Dozens of books have been written about Donald Trump. Sixteen of them have been reviewed on Dateline Bangkok: Fire and Fury, Too Much and Never Enough, Fear, Rage, Peril, I Alone Can Fix It, A Very Stable Genius, Inside Trump’s White House, The United States of Trump, Trump’s Enemies, The Trump White House, The Room Where It Happened, Team of Five, American Carnage, TrumpNation, and The Cost. Maggie Haberman’s Confidence Man: The Making of Donald Trump and the Breaking of America was the most eagerly anticipated of them all, and is likely to be one of the few Trump titles that stand the test of time.

Confidence Man, like post-Trump America, is split in two. Trump’s presidency is covered in the second half, while the first explores his formative influences. An early memory—of an engineer being ignored at the opening of a bridge he designed—led to perhaps the closest thing to a Trump doctrine: “I realized then and there something I would never forget: I don’t want to be made anybody’s sucker.” This event, recalled by Trump in a 1980 interview, is doubly revealing. Firstly, it was being made a “sucker”, roasted by President Barack Obama at the White House Correspondents’ Association dinner, that fuelled his presidential ambitions. Also, almost every detail of Trump’s bridge anecdote was inaccurate, showing him to be “an unreliable narrator of his own history from its early moments.”

Haberman has covered Trump since his days as a New York tabloid mainstay in the 1990s. Throughout his presidency, writing for The New York Times, she was the best-sourced White House correspondent, and her reputation elevates Confidence Man above previous Trump books. (For comparison, Haberman’s coverage of Trump is as authoritative as that of UK political journalists Tim Shipman on Brexit and Andrew Rawnsley on New Labour.) The book’s scoops include the first direct confirmation that Trump contemplated refusing to vacate the White House: “He informed aides he had no intention of departing the White House for Biden. “I'm just not going to leave,” he told one.”

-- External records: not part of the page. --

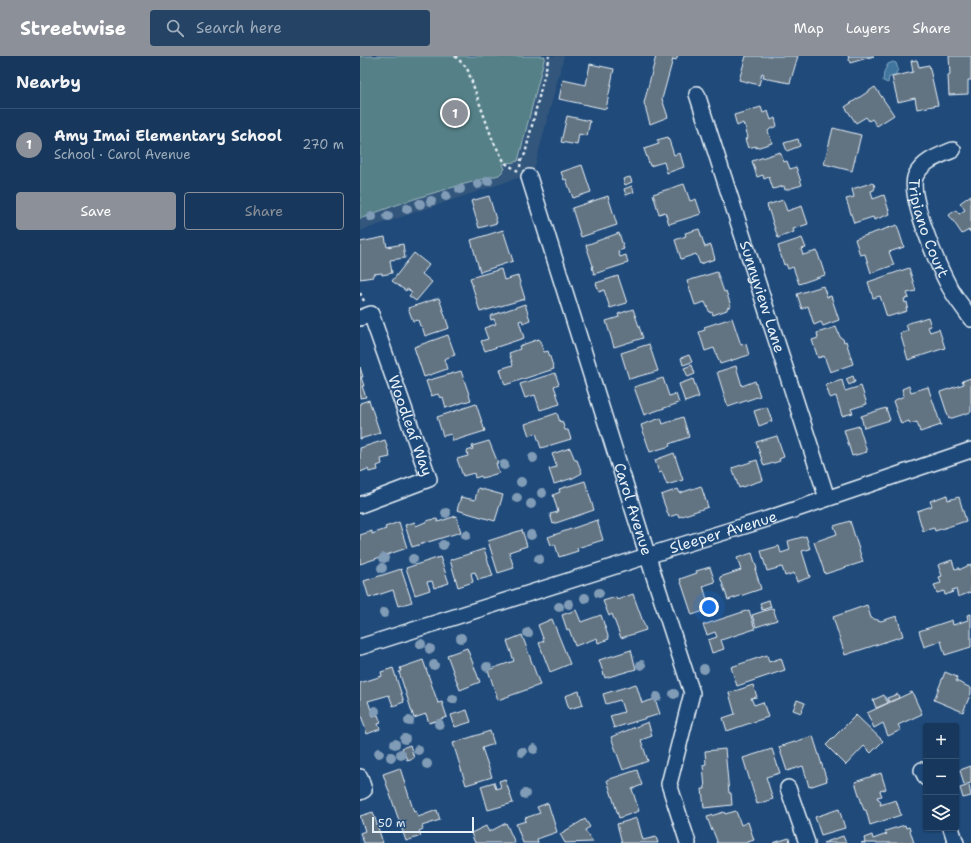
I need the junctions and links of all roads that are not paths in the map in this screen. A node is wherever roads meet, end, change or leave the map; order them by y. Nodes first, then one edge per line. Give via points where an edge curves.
1 (698, 94) dead end
2 (953, 150) dead end
3 (524, 174) road end
4 (360, 318) edge
5 (971, 318) edge
6 (971, 450) edge
7 (828, 498) junction
8 (360, 505) edge
9 (647, 556) junction
10 (360, 647) edge
11 (360, 777) edge
12 (788, 788) dead end
13 (360, 792) edge
14 (952, 831) edge
15 (688, 843) edge
16 (807, 843) edge
17 (956, 843) edge

1 - 7 street, Sunnyview Lane
2 - 5 street, Tripiano Court via 926,162 915,176 914,191 932,250 950,288
3 - 9 street, Carol Avenue
4 - 8 street, Woodleaf Way via 371,314 429,479
6 - 7 street, Sleeper Avenue
7 - 9 street, Sleeper Avenue
9 - 10 street, Sleeper Avenue
9 - 15 street, Carol Avenue via 692,693 669,784
11 - 13 street via 364,790
12 - 16 street
14 - 17 street

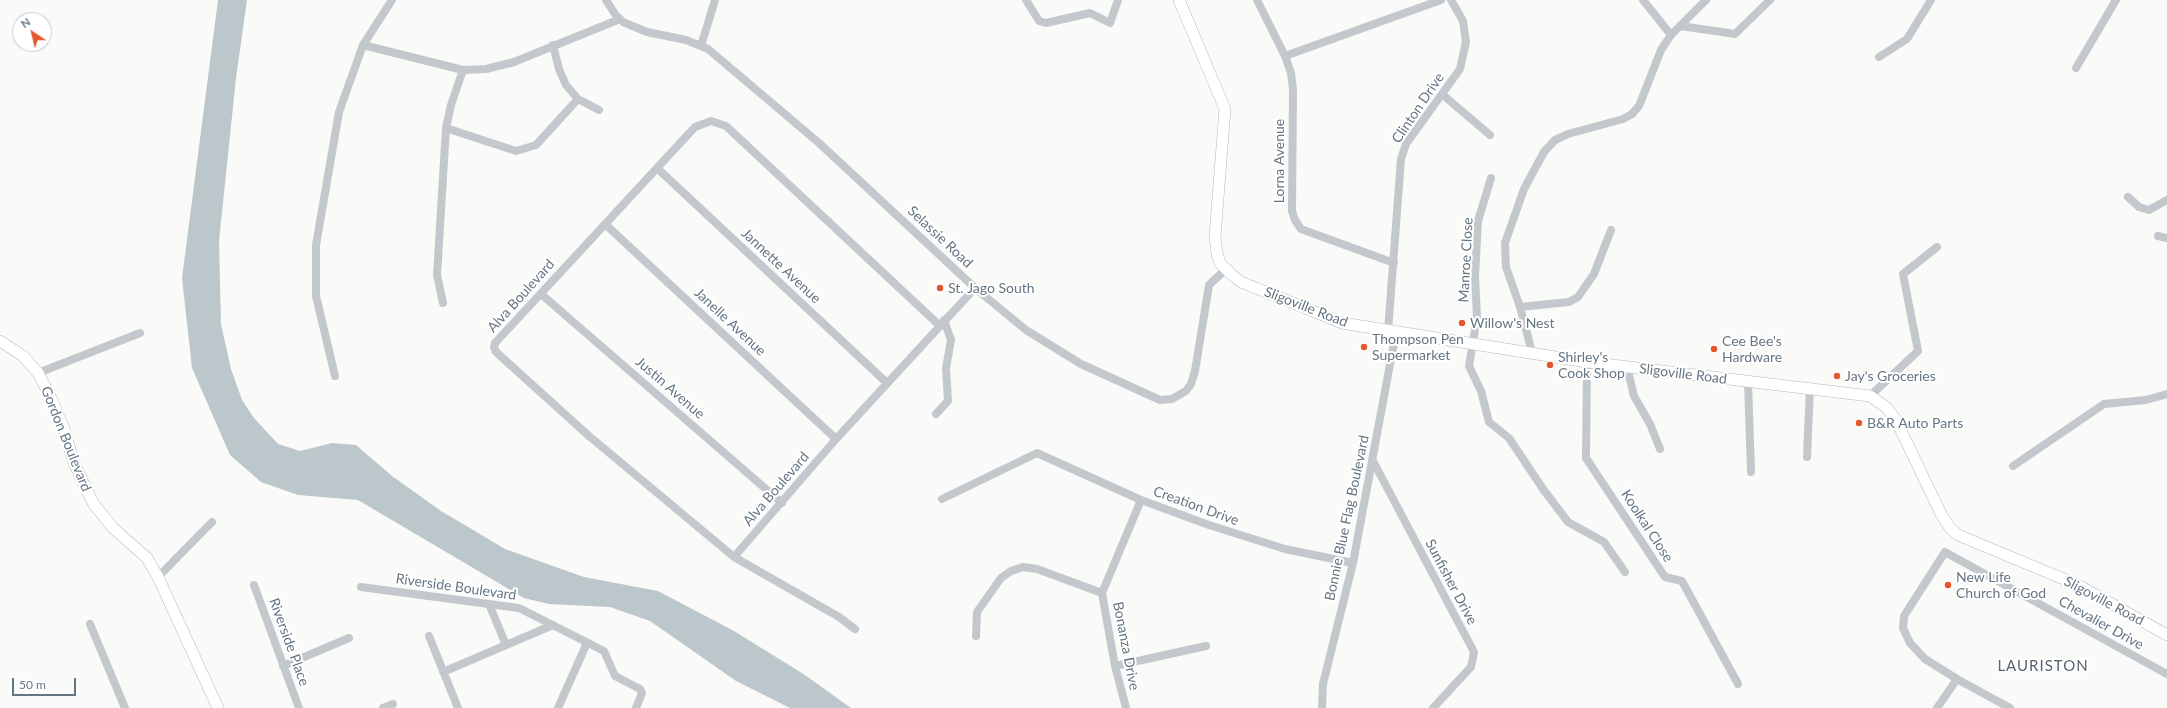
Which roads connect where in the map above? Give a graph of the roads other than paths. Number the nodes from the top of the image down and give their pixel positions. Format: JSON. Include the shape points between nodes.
{"nodes":[{"id":1,"x":392,"y":0,"type":"edge"},
{"id":2,"x":606,"y":0,"type":"edge"},
{"id":3,"x":715,"y":0,"type":"edge"},
{"id":4,"x":1026,"y":0,"type":"edge"},
{"id":5,"x":1118,"y":0,"type":"edge"},
{"id":6,"x":1179,"y":0,"type":"edge"},
{"id":7,"x":1257,"y":0,"type":"edge"},
{"id":8,"x":1441,"y":0,"type":"edge"},
{"id":9,"x":1451,"y":0,"type":"edge"},
{"id":10,"x":1643,"y":0,"type":"edge"},
{"id":11,"x":1706,"y":0,"type":"edge"},
{"id":12,"x":1770,"y":0,"type":"edge"},
{"id":13,"x":1932,"y":0,"type":"edge"},
{"id":14,"x":2116,"y":0,"type":"edge"},
{"id":15,"x":620,"y":19,"type":"junction"},
{"id":16,"x":1681,"y":26,"type":"junction"},
{"id":17,"x":1670,"y":35,"type":"junction"},
{"id":18,"x":363,"y":45,"type":"junction"},
{"id":19,"x":553,"y":45,"type":"junction"},
{"id":20,"x":701,"y":46,"type":"junction"},
{"id":21,"x":1285,"y":56,"type":"junction"},
{"id":22,"x":1879,"y":57,"type":"dead end"},
{"id":23,"x":2076,"y":68,"type":"dead end"},
{"id":24,"x":463,"y":70,"type":"junction"},
{"id":25,"x":1443,"y":95,"type":"junction"},
{"id":26,"x":578,"y":98,"type":"junction"},
{"id":27,"x":599,"y":110,"type":"dead end"},
{"id":28,"x":446,"y":128,"type":"junction"},
{"id":29,"x":1490,"y":135,"type":"dead end"},
{"id":30,"x":657,"y":168,"type":"junction"},
{"id":31,"x":1491,"y":178,"type":"dead end"},
{"id":32,"x":2128,"y":197,"type":"dead end"},
{"id":33,"x":2167,"y":200,"type":"edge"},
{"id":34,"x":605,"y":224,"type":"junction"},
{"id":35,"x":1611,"y":230,"type":"dead end"},
{"id":36,"x":2158,"y":236,"type":"dead end"},
{"id":37,"x":2167,"y":238,"type":"edge"},
{"id":38,"x":1937,"y":247,"type":"dead end"},
{"id":39,"x":1394,"y":263,"type":"junction"},
{"id":40,"x":1225,"y":270,"type":"junction"},
{"id":41,"x":976,"y":288,"type":"junction"},
{"id":42,"x":541,"y":294,"type":"junction"},
{"id":43,"x":443,"y":303,"type":"dead end"},
{"id":44,"x":1520,"y":307,"type":"junction"},
{"id":45,"x":942,"y":322,"type":"junction"},
{"id":46,"x":1392,"y":332,"type":"junction"},
{"id":47,"x":140,"y":334,"type":"dead end"},
{"id":48,"x":0,"y":341,"type":"edge"},
{"id":49,"x":1473,"y":344,"type":"junction"},
{"id":50,"x":1532,"y":352,"type":"junction"},
{"id":51,"x":1587,"y":362,"type":"junction"},
{"id":52,"x":1627,"y":367,"type":"junction"},
{"id":53,"x":38,"y":373,"type":"junction"},
{"id":54,"x":335,"y":376,"type":"dead end"},
{"id":55,"x":1748,"y":382,"type":"junction"},
{"id":56,"x":887,"y":383,"type":"junction"},
{"id":57,"x":1810,"y":387,"type":"junction"},
{"id":58,"x":2167,"y":394,"type":"edge"},
{"id":59,"x":1870,"y":396,"type":"junction"},
{"id":60,"x":936,"y":414,"type":"dead end"},
{"id":61,"x":836,"y":439,"type":"junction"},
{"id":62,"x":1660,"y":449,"type":"dead end"},
{"id":63,"x":1807,"y":457,"type":"dead end"},
{"id":64,"x":1373,"y":461,"type":"junction"},
{"id":65,"x":2013,"y":466,"type":"dead end"},
{"id":66,"x":1751,"y":472,"type":"dead end"},
{"id":67,"x":942,"y":499,"type":"dead end"},
{"id":68,"x":1141,"y":500,"type":"junction"},
{"id":69,"x":782,"y":503,"type":"junction"},
{"id":70,"x":212,"y":522,"type":"dead end"},
{"id":71,"x":734,"y":558,"type":"junction"},
{"id":72,"x":1353,"y":563,"type":"junction"},
{"id":73,"x":1624,"y":572,"type":"dead end"},
{"id":74,"x":158,"y":577,"type":"junction"},
{"id":75,"x":254,"y":585,"type":"dead end"},
{"id":76,"x":361,"y":587,"type":"dead end"},
{"id":77,"x":1102,"y":593,"type":"junction"},
{"id":78,"x":489,"y":604,"type":"junction"},
{"id":79,"x":90,"y":624,"type":"dead end"},
{"id":80,"x":553,"y":625,"type":"junction"},
{"id":81,"x":855,"y":629,"type":"dead end"},
{"id":82,"x":2167,"y":635,"type":"edge"},
{"id":83,"x":429,"y":636,"type":"dead end"},
{"id":84,"x":976,"y":636,"type":"dead end"},
{"id":85,"x":349,"y":638,"type":"dead end"},
{"id":86,"x":587,"y":643,"type":"junction"},
{"id":87,"x":506,"y":645,"type":"junction"},
{"id":88,"x":1206,"y":646,"type":"dead end"},
{"id":89,"x":283,"y":666,"type":"junction"},
{"id":90,"x":1114,"y":666,"type":"junction"},
{"id":91,"x":443,"y":672,"type":"junction"},
{"id":92,"x":2167,"y":674,"type":"edge"},
{"id":93,"x":1957,"y":679,"type":"junction"},
{"id":94,"x":1738,"y":684,"type":"dead end"},
{"id":95,"x":393,"y":704,"type":"dead end"},
{"id":96,"x":125,"y":708,"type":"edge"},
{"id":97,"x":218,"y":708,"type":"edge"},
{"id":98,"x":299,"y":708,"type":"edge"},
{"id":99,"x":383,"y":708,"type":"edge"},
{"id":100,"x":458,"y":708,"type":"edge"},
{"id":101,"x":558,"y":708,"type":"edge"},
{"id":102,"x":636,"y":708,"type":"edge"},
{"id":103,"x":1126,"y":708,"type":"edge"},
{"id":104,"x":1322,"y":708,"type":"edge"},
{"id":105,"x":1433,"y":708,"type":"edge"},
{"id":106,"x":1937,"y":708,"type":"edge"},
{"id":107,"x":2010,"y":708,"type":"edge"}],
"edges":[{"from":1,"to":18,"type":"street"},
{"from":2,"to":15,"type":"street","name":"Selassie Road"},
{"from":3,"to":20,"type":"street"},
{"from":4,"to":5,"type":"street","via":[[1039,21],[1046,23],[1090,13],[1110,23]]},
{"from":6,"to":40,"type":"street","via":[[1225,109],[1215,236],[1217,254]]},
{"from":7,"to":21,"type":"street","name":"Lorna Avenue"},
{"from":8,"to":21,"type":"street"},
{"from":9,"to":25,"type":"street","name":"Clinton Drive","via":[[1464,21],[1466,42],[1460,69]]},
{"from":10,"to":17,"type":"street"},
{"from":11,"to":16,"type":"street"},
{"from":12,"to":16,"type":"street","via":[[1735,34]]},
{"from":13,"to":22,"type":"street","via":[[1907,39]]},
{"from":14,"to":23,"type":"street"},
{"from":15,"to":19,"type":"street"},
{"from":15,"to":20,"type":"street","name":"Selassie Road","via":[[647,32],[686,40]]},
{"from":16,"to":17,"type":"street"},
{"from":17,"to":44,"type":"street","via":[[1661,50],[1639,106],[1632,114],[1623,119],[1568,134],[1555,140],[1544,152],[1524,189],[1505,243],[1506,267]]},
{"from":18,"to":24,"type":"street"},
{"from":18,"to":54,"type":"street","via":[[339,112],[316,244],[316,296]]},
{"from":19,"to":24,"type":"street","via":[[514,62],[486,69]]},
{"from":19,"to":26,"type":"street","via":[[566,84]]},
{"from":20,"to":41,"type":"street","name":"Selassie Road","via":[[758,90],[819,143]]},
{"from":21,"to":39,"type":"street","name":"Lorna Avenue","via":[[1293,89],[1292,211],[1295,220],[1302,230]]},
{"from":24,"to":28,"type":"street"},
{"from":25,"to":29,"type":"street"},
{"from":25,"to":39,"type":"street","name":"Clinton Drive","via":[[1406,144],[1401,158]]},
{"from":26,"to":27,"type":"street"},
{"from":26,"to":28,"type":"street","via":[[536,145],[516,151]]},
{"from":28,"to":43,"type":"street","via":[[437,275]]},
{"from":30,"to":34,"type":"street","name":"Alva Boulevard"},
{"from":30,"to":45,"type":"street","name":"Alva Boulevard","via":[[695,126],[711,121],[726,126]]},
{"from":30,"to":56,"type":"street","name":"Jannette Avenue"},
{"from":31,"to":49,"type":"street","name":"Manroe Close","via":[[1478,221],[1475,276],[1477,318]]},
{"from":32,"to":33,"type":"street","via":[[2139,207],[2149,210]]},
{"from":34,"to":42,"type":"street","name":"Alva Boulevard"},
{"from":34,"to":61,"type":"street","name":"Janelle Avenue"},
{"from":35,"to":44,"type":"street","via":[[1594,274],[1578,297],[1569,302]]},
{"from":36,"to":37,"type":"street"},
{"from":38,"to":59,"type":"street","via":[[1903,274],[1918,351]]},
{"from":39,"to":46,"type":"street","name":"Clinton Drive"},
{"from":40,"to":41,"type":"street","name":"Selassie Road","via":[[1209,285],[1191,384],[1179,396],[1166,400],[1160,400],[1053,348],[1026,330]]},
{"from":40,"to":46,"type":"street","name":"Sligoville Road","via":[[1242,282],[1311,312],[1342,323]]},
{"from":41,"to":45,"type":"street","name":"Alva Boulevard"},
{"from":42,"to":69,"type":"street","name":"Justin Avenue"},
{"from":42,"to":71,"type":"street","name":"Alva Boulevard","via":[[495,343],[496,352],[589,436]]},
{"from":44,"to":50,"type":"street"},
{"from":45,"to":56,"type":"street","name":"Alva Boulevard"},
{"from":45,"to":60,"type":"street","via":[[952,340],[946,368],[948,400]]},
{"from":46,"to":49,"type":"street","name":"Sligoville Road"},
{"from":46,"to":64,"type":"street","name":"Bonnie Blue Flag Boulevard"},
{"from":47,"to":53,"type":"street"},
{"from":48,"to":53,"type":"street","name":"Gordon Boulevard","via":[[23,356]]},
{"from":49,"to":50,"type":"street","name":"Sligoville Road"},
{"from":49,"to":73,"type":"street","name":"Manroe Close","via":[[1469,366],[1481,391],[1489,422],[1509,438],[1568,522],[1604,542]]},
{"from":50,"to":51,"type":"street","name":"Sligoville Road"},
{"from":51,"to":52,"type":"street","name":"Sligoville Road"},
{"from":51,"to":94,"type":"street","name":"Koolkal Close","via":[[1586,458],[1665,577],[1682,581]]},
{"from":52,"to":55,"type":"street","name":"Sligoville Road"},
{"from":52,"to":62,"type":"street","via":[[1634,396],[1650,424]]},
{"from":53,"to":74,"type":"street","name":"Gordon Boulevard","via":[[64,429],[74,463],[92,503],[113,528],[147,558]]},
{"from":55,"to":57,"type":"street","name":"Sligoville Road"},
{"from":55,"to":66,"type":"street"},
{"from":56,"to":61,"type":"street","name":"Alva Boulevard"},
{"from":57,"to":59,"type":"street","name":"Sligoville Road"},
{"from":57,"to":63,"type":"street"},
{"from":58,"to":65,"type":"street","via":[[2146,400],[2104,404]]},
{"from":59,"to":82,"type":"street","name":"Sligoville Road","via":[[1887,408],[1896,420],[1941,514],[1958,535],[2078,585]]},
{"from":61,"to":69,"type":"street","name":"Alva Boulevard"},
{"from":64,"to":72,"type":"street","name":"Bonnie Blue Flag Boulevard"},
{"from":64,"to":105,"type":"street","name":"Sunfisher Drive","via":[[1474,652],[1471,667]]},
{"from":67,"to":68,"type":"street","name":"Creation Drive","via":[[1038,453]]},
{"from":68,"to":72,"type":"street","name":"Creation Drive","via":[[1285,549]]},
{"from":68,"to":77,"type":"street","name":"Bonanza Drive"},
{"from":69,"to":71,"type":"street","name":"Alva Boulevard"},
{"from":70,"to":74,"type":"street"},
{"from":71,"to":81,"type":"street","via":[[839,617]]},
{"from":72,"to":104,"type":"street","name":"Bonnie Blue Flag Boulevard","via":[[1323,684]]},
{"from":74,"to":97,"type":"street","name":"Gordon Boulevard"},
{"from":75,"to":89,"type":"street","name":"Riverside Place"},
{"from":76,"to":78,"type":"street","name":"Riverside Boulevard"},
{"from":77,"to":84,"type":"street","via":[[1037,569],[1023,567],[1011,571],[1001,578],[977,612]]},
{"from":77,"to":90,"type":"street","name":"Bonanza Drive"},
{"from":78,"to":80,"type":"street","name":"Riverside Boulevard","via":[[519,608]]},
{"from":78,"to":87,"type":"street"},
{"from":79,"to":96,"type":"street"},
{"from":80,"to":86,"type":"street","name":"Riverside Boulevard"},
{"from":80,"to":87,"type":"street"},
{"from":83,"to":91,"type":"street"},
{"from":85,"to":89,"type":"street"},
{"from":86,"to":101,"type":"street"},
{"from":86,"to":102,"type":"street","name":"Riverside Boulevard","via":[[606,654],[615,676],[640,689],[642,693]]},
{"from":87,"to":91,"type":"street"},
{"from":88,"to":90,"type":"street"},
{"from":89,"to":98,"type":"street","name":"Riverside Place"},
{"from":90,"to":103,"type":"street","name":"Bonanza Drive"},
{"from":91,"to":100,"type":"street"},
{"from":92,"to":93,"type":"street","name":"Chevalier Drive","via":[[1945,552],[1904,616],[1903,628],[1910,643],[1925,658]]},
{"from":93,"to":106,"type":"street"},
{"from":93,"to":107,"type":"street"},
{"from":95,"to":99,"type":"street"}]}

Trump’s term of office was so extraordinary—Haberman describes him as “unlike any president in American history”—that one book can barely do it justice. Numerous major incidents, that deserve their own chapters, are mentioned only in passing. The Helsinki summit with Russian President Vladimir Putin, for example (during which “senior Trump aides said they felt physically sick”), is relegated to a single paragraph. Bob Woodward’s trilogy (Fear, Rage, and Peril) is a more comprehensive account of the Trump presidency, but Confidence Man is the definitive Trump biography.